Mr. Fox will likely keep his head down as he travels to Salt Lake City, Seattle, Sacramento and Los Angeles from Tuesday to Friday, analysts and aides said. He will meet with mayors and governors, including Arnold Schwarzenegger of California.

But given that the president is known to shoot from the hip during interviews and that his near-fluent English is often less nuanced than his native Spanish, there could be trouble.

The president’s spokesman, Rubén Aguilar, said Monday that one purpose of the trip is “to promote the immigration reform that is now being discussed in the United States Senate.”

But a slip-up could have the exact opposite effect, analysts said, and some immigrants said they don’t want Mr. Fox’s help.

“This is one time when I will beg him not to stick his foot in his mouth,” said Juventino Arreola Sánchez, a construction worker passing through Ciudad Juárez on his way to Boulder, Colo. “Sometimes he makes things more complicated for us.”

Mr. Fox has shifted his tone in recent days from tacit acceptance of walls and National Guard troops along the U.S.-Mexico border to criticism.

“The construction of walls, the construction of barriers along the border, is not an effective response for a relationship between friends, neighbors and partners. It is not an effective response to guarantee security in the region,” Mr. Fox said last week in Mexicali.

Mexico’s Foreign Ministry sent a “diplomatic note” last week expressing concerns about the new security measures, although the text of the note was not divulged.

With a presidential campaign heading into its final month at home, Mr. Fox will try to look like a tough defender of Mexico without angering Americans.

His success or failure could have an effect on the presidential candidate from Mr. Fox’s National Action Party, Felipe Calderón, who is barely in first place, analysts said.

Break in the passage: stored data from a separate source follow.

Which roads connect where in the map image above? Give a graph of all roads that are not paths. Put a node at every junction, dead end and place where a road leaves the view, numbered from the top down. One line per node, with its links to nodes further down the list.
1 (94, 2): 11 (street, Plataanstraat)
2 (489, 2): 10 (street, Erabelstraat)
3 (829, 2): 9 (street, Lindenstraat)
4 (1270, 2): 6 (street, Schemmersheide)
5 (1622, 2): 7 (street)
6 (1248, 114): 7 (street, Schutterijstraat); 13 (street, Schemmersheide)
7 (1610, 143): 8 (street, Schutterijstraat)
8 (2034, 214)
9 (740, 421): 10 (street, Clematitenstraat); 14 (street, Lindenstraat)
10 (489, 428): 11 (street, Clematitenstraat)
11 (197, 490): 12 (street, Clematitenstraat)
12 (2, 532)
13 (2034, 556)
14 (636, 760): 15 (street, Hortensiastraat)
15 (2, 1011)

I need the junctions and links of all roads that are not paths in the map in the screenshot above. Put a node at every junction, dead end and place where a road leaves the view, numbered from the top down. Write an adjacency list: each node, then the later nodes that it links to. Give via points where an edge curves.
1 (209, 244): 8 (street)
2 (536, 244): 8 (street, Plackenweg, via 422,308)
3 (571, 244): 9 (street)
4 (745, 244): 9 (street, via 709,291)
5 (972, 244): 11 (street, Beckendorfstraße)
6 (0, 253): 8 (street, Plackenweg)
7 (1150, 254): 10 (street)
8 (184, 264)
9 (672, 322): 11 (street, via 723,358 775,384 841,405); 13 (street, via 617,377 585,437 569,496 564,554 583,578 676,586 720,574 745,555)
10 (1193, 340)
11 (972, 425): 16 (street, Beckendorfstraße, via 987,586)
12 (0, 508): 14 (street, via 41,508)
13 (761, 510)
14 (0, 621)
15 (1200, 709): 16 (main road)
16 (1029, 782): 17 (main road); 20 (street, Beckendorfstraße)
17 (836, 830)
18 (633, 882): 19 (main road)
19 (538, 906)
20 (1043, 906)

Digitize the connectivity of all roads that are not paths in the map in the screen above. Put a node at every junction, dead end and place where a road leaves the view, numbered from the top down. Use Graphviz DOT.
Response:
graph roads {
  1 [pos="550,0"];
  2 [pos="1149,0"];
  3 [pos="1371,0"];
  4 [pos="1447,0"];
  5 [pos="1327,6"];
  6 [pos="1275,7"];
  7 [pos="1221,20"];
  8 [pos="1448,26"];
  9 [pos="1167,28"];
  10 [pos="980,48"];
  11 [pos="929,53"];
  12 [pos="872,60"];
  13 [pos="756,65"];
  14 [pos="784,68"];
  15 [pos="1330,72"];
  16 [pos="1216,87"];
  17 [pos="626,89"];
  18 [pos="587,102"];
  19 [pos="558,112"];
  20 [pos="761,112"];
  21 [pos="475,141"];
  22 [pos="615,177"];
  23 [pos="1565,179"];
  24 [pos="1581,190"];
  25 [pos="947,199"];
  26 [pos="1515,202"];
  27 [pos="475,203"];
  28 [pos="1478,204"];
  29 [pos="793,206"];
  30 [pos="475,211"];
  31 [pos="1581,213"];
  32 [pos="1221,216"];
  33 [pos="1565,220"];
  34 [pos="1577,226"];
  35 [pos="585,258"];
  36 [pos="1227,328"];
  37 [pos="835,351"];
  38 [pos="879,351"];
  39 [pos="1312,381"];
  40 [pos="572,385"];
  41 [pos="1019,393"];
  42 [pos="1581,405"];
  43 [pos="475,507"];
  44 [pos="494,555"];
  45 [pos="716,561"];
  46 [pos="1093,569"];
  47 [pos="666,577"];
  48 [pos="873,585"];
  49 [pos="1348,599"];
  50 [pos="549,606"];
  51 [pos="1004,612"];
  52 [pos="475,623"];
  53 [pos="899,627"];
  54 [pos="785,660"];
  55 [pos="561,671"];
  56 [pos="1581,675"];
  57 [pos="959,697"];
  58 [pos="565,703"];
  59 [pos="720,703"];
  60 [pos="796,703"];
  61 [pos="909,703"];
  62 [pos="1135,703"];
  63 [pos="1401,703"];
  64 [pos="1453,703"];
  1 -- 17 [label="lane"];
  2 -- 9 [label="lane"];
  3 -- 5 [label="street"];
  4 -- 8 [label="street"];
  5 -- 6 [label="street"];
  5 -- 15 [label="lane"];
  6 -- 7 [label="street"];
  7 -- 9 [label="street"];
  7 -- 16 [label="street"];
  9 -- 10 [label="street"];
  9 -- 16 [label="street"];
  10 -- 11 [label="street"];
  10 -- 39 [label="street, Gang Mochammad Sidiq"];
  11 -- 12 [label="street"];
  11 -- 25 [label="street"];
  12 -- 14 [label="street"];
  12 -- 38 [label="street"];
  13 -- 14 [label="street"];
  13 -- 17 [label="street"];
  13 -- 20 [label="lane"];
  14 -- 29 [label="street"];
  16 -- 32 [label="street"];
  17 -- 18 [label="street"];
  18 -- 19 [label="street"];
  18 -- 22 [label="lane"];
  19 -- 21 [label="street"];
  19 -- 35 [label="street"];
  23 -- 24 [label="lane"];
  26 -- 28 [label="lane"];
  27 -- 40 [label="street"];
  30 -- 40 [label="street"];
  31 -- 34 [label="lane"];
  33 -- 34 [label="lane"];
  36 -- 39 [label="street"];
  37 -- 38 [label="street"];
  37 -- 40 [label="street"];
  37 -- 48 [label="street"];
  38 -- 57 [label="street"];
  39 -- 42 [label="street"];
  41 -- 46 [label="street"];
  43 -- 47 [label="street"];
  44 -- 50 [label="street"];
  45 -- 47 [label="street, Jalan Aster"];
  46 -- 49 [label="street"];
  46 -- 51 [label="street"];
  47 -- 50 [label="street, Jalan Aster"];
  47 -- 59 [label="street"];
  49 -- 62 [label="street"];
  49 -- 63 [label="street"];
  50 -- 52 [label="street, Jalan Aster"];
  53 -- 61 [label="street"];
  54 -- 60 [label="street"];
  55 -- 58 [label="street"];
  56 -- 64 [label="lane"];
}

“Whatever takes place, Fox, in a way, has Calderón’s fate in his hands,” said Larry Birns, head of the Council on Foreign Affairs research group in Washington.

Although Fox aides point out that the trip has been in the works for two years and was postponed once, Mr. Birns said the timing puts Mr. Fox in the position of returning to Mexico triumphant if the Senate passes a comprehensive bill this week.

That, however, may be wishful thinking.

“The prospects that he’s going to get a net win out of this are pretty remote,” Mr. Birns said.